На Дни Достоевского в Оптину пустынь съехались литературоведы, артисты и фермеры

Несмотря на впечатляющие перепевы любимых советских песен Дмитрием Певцовым, встречи с известными священниками, стильные речи Тутты Ларсен, монашеская жизнь Оптиной пустыни не пострадала от фестивальной громкости Дней Достоевского. Организаторы всю концертно-праздничную часть своей программы вершат на поле рядом с селом Губино. А монастырь проводит у себя бесконечные экскурсии для гостей, рассказывает о своей истории, открывает святыни и гостеприимно принимает в своем конференц-зале писателя Игоря Волгина и приехавших с ним известных исследователей творчества Достоевского.
Монастырь проводит у себя бесконечные экскурсии для гостей и рассказывает о своей истории. Фото: Елена Яковлева/РГ

Тут только с виду ничего не гремит, но аплодисменты плещутся не реже, чем на поле возле Губино.
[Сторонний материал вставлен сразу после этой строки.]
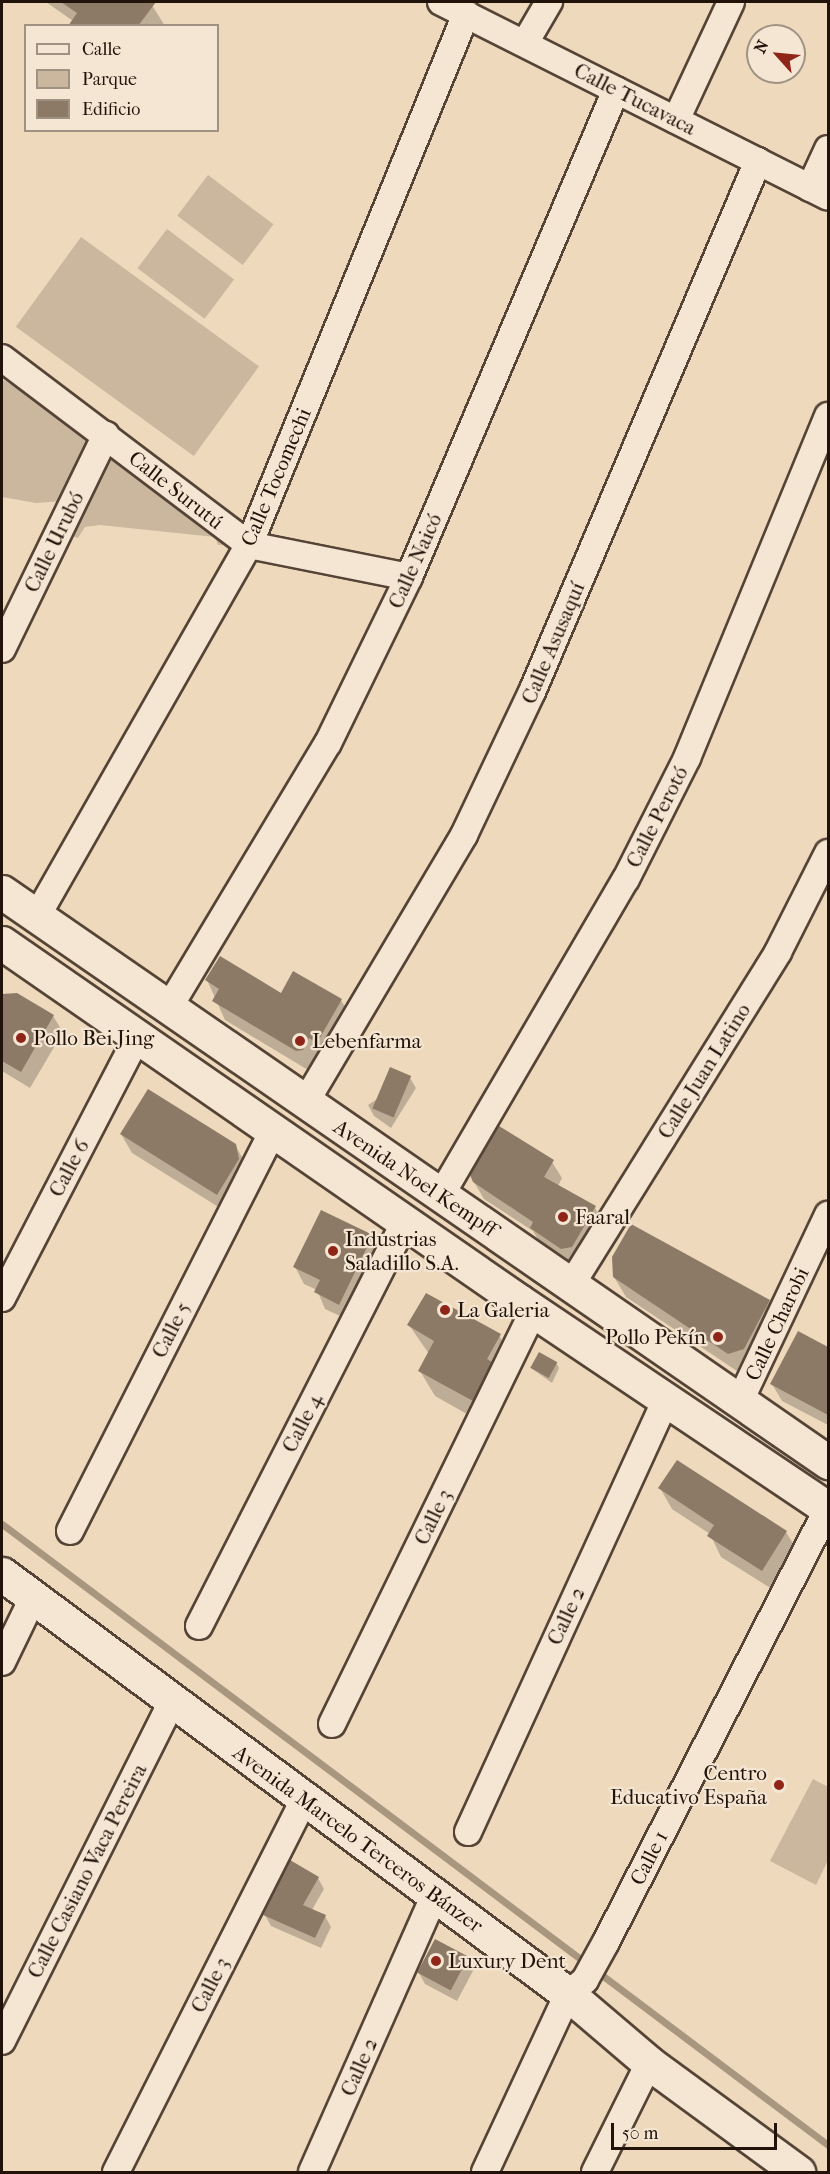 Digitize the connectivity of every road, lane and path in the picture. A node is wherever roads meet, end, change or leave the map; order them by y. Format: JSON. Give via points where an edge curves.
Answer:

И эти аплодисменты адресованы глубине человеческой мысли.

Волгин вспоминает, что, когда он в 60-годах начинал заниматься Достоевским, в России было всего три-четыре исследователя творчества этого писателя. (Правда, одним из них был знаменитый Михаил Бахтин, что уже говорит о многом).

Сейчас, по словам Волгина, исследования по Достоевскому - это "целая отрасль". В юбилейный года писателя удалось выпустить 30-томник исследований о нем. С какой только стороны ни рассматривали гения академические ученые: Достоевский и античность, Достоевский и национальное самосознание...
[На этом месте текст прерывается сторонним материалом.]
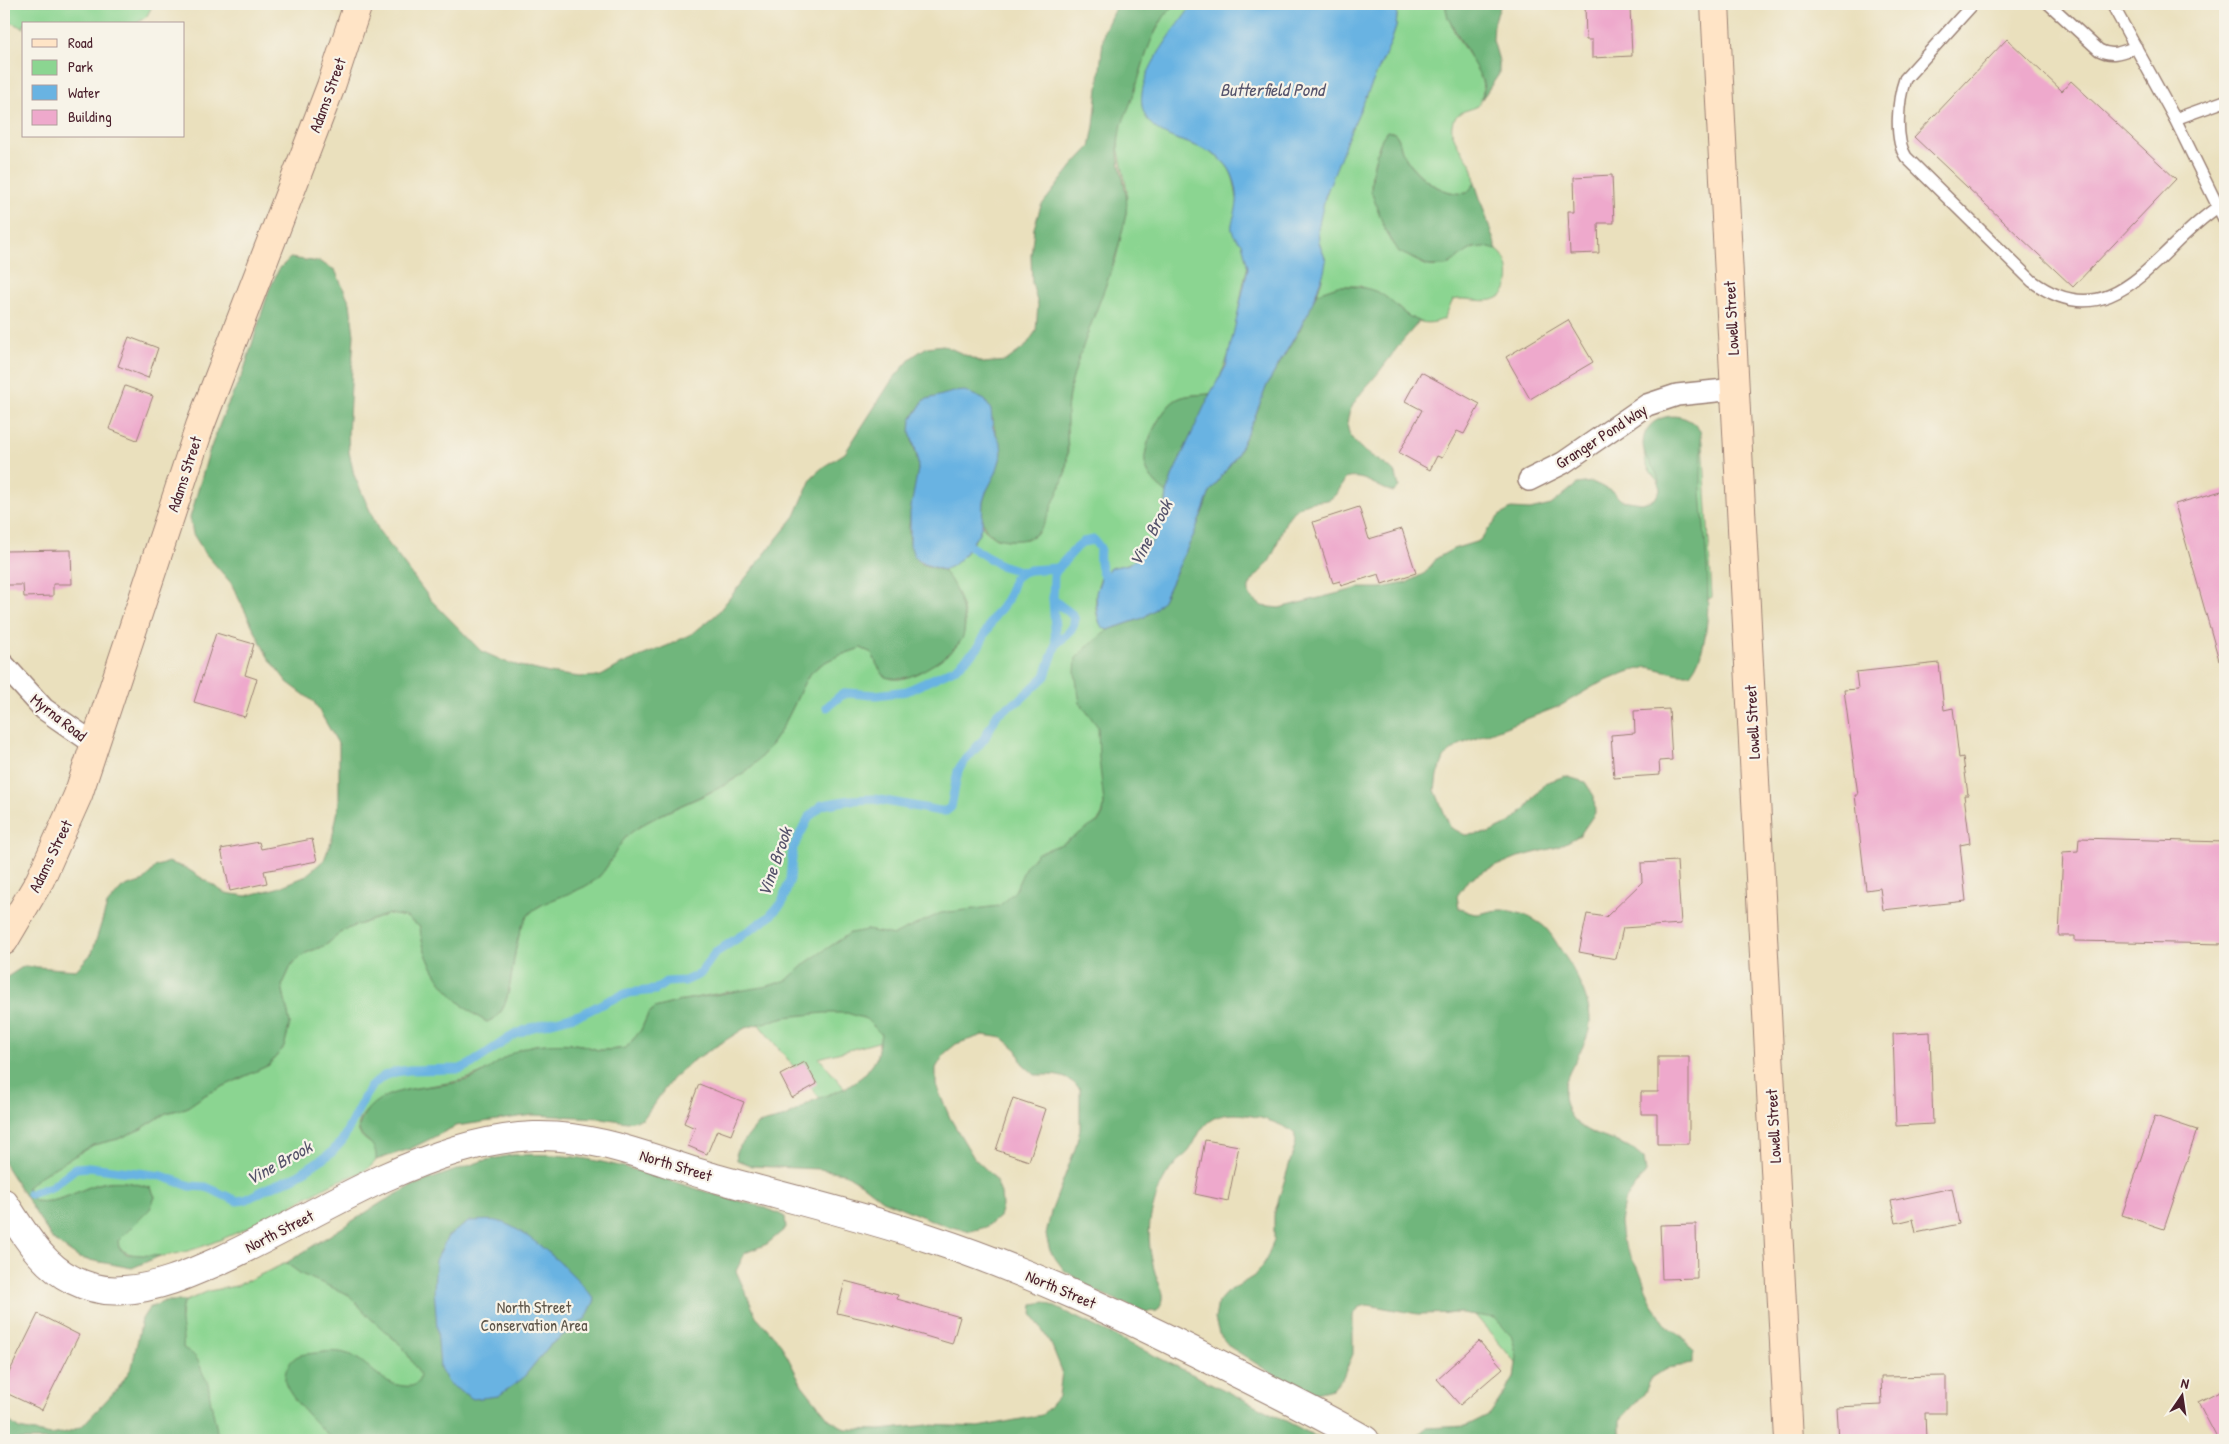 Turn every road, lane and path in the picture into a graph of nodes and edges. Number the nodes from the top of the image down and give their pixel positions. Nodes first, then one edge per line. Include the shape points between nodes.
1 (358, 4) edge
2 (1715, 4) edge
3 (1973, 4) edge
4 (2049, 4) edge
5 (2112, 4) edge
6 (2136, 47) junction
7 (2225, 101) edge
8 (2175, 119) junction
9 (2218, 206) junction
10 (2225, 221) edge
11 (1735, 389) junction
12 (1529, 480) dead end
13 (4, 665) edge
14 (96, 746) junction
15 (4, 941) edge
16 (4, 1203) edge
17 (1365, 1440) edge
18 (1789, 1440) edge

1 - 14 main road, Adams Street via 331,86 197,434
2 - 11 main road, Lowell Street
3 - 9 lane via 1906,79 1899,142 1906,157 2032,281 2052,293 2076,301 2113,296 2140,277 2193,225
4 - 6 lane via 2106,54
5 - 6 lane
6 - 8 lane
7 - 8 lane
8 - 9 lane
9 - 10 lane
11 - 12 street, Granger Pond Way via 1677,395 1647,405 1563,463
11 - 18 main road, Lowell Street
13 - 14 street, Myrna Road via 44,710
14 - 15 main road, Adams Street via 70,818
16 - 17 street, North Street via 55,1269 86,1286 122,1290 149,1286 194,1272 376,1182 452,1152 493,1141 530,1136 584,1140 855,1215 1030,1276 1167,1338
А Волгин к тому же рискнул отправить в военно-исторический архив своих студентов-второкурсников, и они раскопали там ранее неизвестный пласт сведений о Достоевском на каторге, вплоть до прототипов описанных в его книгах персонажей.

Памятники писателю растут, как грибы, в Москве, в Старой Руссе, Санкт-Петербурге, в Омске... Памятник в Оптиной пустыни - значительная веха в этом долгом ряду.

Как сказал заместитель губернатора Калужской области Константин Горобцов, пришедший на открытие праздника с толстым томом "Братьев Карамазовых", наша задача сегодня не только совершать технологические прорывы и давать качественное образование своим детям, но и воспитывать хороших людей. А без Достоевского это невозможно. И сквозь такую призму можно начинать самые сложные разговоры - и об опасности пробуксовки в постижении Достоевского, и о необходимости избегать "хрестоматийного глянца" в отношениях с ним, и о защите от масскульта.

Правда, писатель Мария Арбатова рискнула оспорить последний тезис, рассказав, как дети ее друзей познакомились в "Макдональдсе", увидев в руках друг у друга томик Достоевского, и в конце концов поженились. И Достоевский сыграл в этом куда более решающую роль, чем бигмак.

"Читая Достоевского, читатель обычно узнает в себе много такого, о чем он и не подозревал", - сказал в свою очередь Игорь Волгин.

Вспомнили знаменитую фразу одного из героев великого писателя, сказавшего "Широк человек, слишком даже широк, я бы сузил" и пришли к выводу, что человек, к сожалению продолжает расширяться, увеличивая свой социальный диапазон и забывая о необходимости внутренней концентрации.

Разговор литературоведов, священников, музейщиков был настолько качественным, что Волгин рискнул поделиться своими новыми открытиями о последних днях Достоевского, рассказ о которых он берег для профессионалов. Но в Оптиной пустыни их собралось так много, что нечего было ждать другого момента.

После такой лекции стоило отправиться в Губино и послушать истории клубничного фермерства Екатерины и Степана, променявших городскую жизнь на деревенскую и сваривших специально для Дней Достоевского роскошное клубничное варенье. По сравнению с Москвой, кстати, совсем не дорогое. А потом поговорить с Иваном да Марьей, бросившими ради жизни в этих местах даже не Козельск - Москву и запомнившимися местной публике как лучшие сыровары страны.

И, наконец, попробовать мороженое в рисовой глазури, которое не делают больше нигде в России, только в селе Волхонское. Смелые люди, подхватившие 30 лет назад разрушенное молочное хозяйство, теперь поставляют свою продукцию в одну из известных торговых сетей.

И это, может быть, не в унисон Достоевскому, но в унисон самой жизни, которой не бывает без загадок любви и страдания, но и без стремления к ее благоустройству тоже.